The flight itself was just a typical nine+ hour flight. Once in the air nothing really changes. But at landing, well, I knew we weren’t in Kansas anymore. Henry Coanda airport in Bucharest (formerly Otopeni) is in a state of reconstruction with even the control tower hidden behind a maze of scaffolding. We would discover that most of Romania is in a state of reconstruction soon enough. However, I did find it easier to enter through Romanian immigration and customs then through the US version. They seemed pretty unconcerned with anything we might be bringing into the country.

The drive into the city itself was, well, bizarre since it is the first glimpse of a nation in radical and total transition. The main highway leading to the capital city of several million people is a two-lane surface road. No freeways and until recently who would have needed them? So few people had cars! And some still don’t as evidenced by the horse or donkey drawn carts sharing the road with the BMWs, Mercedes, Hummers, Land Rovers, and the Romanian made (with Renault) Dacias (named for Dacia, the name of the Roman colony in what is now Romania, and make NO mistake, the name Romania stands for ROMAN not for Roma, or Gypsies, who are widely and loudly hated).

We drove past fields strewn with unimaginable amounts of garbage and this I could see on landing in fact from the air.
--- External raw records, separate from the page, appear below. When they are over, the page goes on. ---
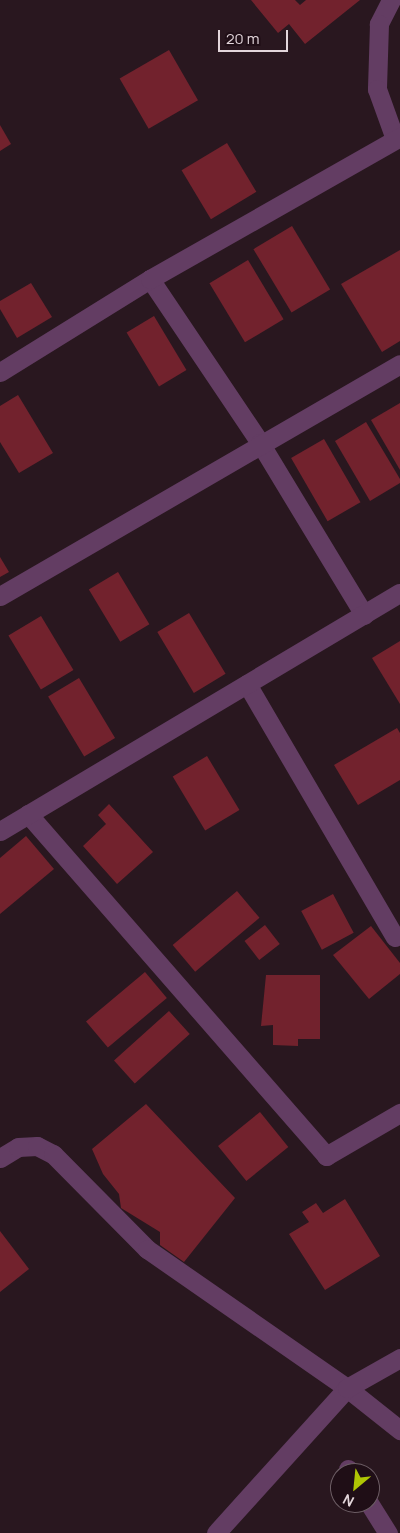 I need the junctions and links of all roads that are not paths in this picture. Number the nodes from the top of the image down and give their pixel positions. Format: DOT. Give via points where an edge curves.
graph roads {
  1 [pos="391,0"];
  2 [pos="398,138"];
  3 [pos="150,279"];
  4 [pos="400,364"];
  5 [pos="0,372"];
  6 [pos="260,443"];
  7 [pos="400,593"];
  8 [pos="0,596"];
  9 [pos="364,615"];
  10 [pos="247,684"];
  11 [pos="28,814"];
  12 [pos="0,831"];
  13 [pos="395,937"];
  14 [pos="400,1113"];
  15 [pos="0,1158"];
  16 [pos="400,1358"];
  17 [pos="347,1388"];
  18 [pos="400,1430"];
  19 [pos="375,1513"];
  20 [pos="216,1533"];
  21 [pos="388,1533"];
  1 -- 2 [label="street" via="379,24 378,89"];
  2 -- 3 [label="street"];
  3 -- 5 [label="street"];
  3 -- 6 [label="street"];
  4 -- 6 [label="street"];
  6 -- 8 [label="street"];
  6 -- 9 [label="street"];
  7 -- 9 [label="street"];
  9 -- 10 [label="street"];
  10 -- 11 [label="street"];
  10 -- 13 [label="street"];
  11 -- 12 [label="street"];
  11 -- 14 [label="street" via="326,1156"];
  15 -- 17 [label="street" via="18,1147 37,1146 53,1154 147,1249"];
  16 -- 17 [label="street"];
  17 -- 18 [label="street"];
  17 -- 20 [label="street"];
  19 -- 21 [label="street"];
} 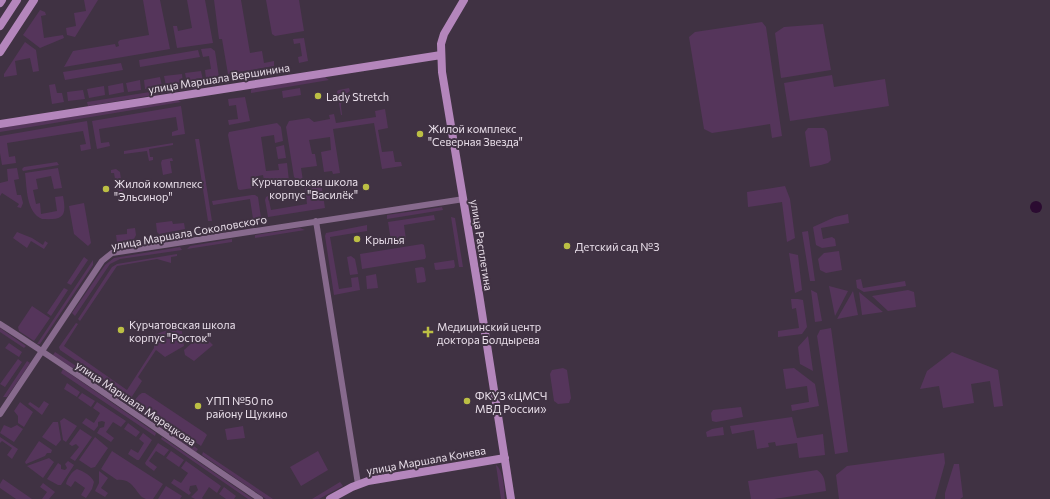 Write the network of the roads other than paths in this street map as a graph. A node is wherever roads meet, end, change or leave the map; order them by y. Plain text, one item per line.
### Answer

The Romanians have a waste disposal problem it seems in which fields or empty lots in the middle of Bucharest become dumps, quite literally. But right next to these fields are hyper-marts like Ikea and British supermarket chain Carrefour. Gigantic places just like in an American suburb. It is, well, bizarre in a word. A conjunction of lifestyles and economies that seem so totally opposed to one another that they shouldn’t really be on the same street at the same time. I mean, a donkey cart wheeling its way past Ikea?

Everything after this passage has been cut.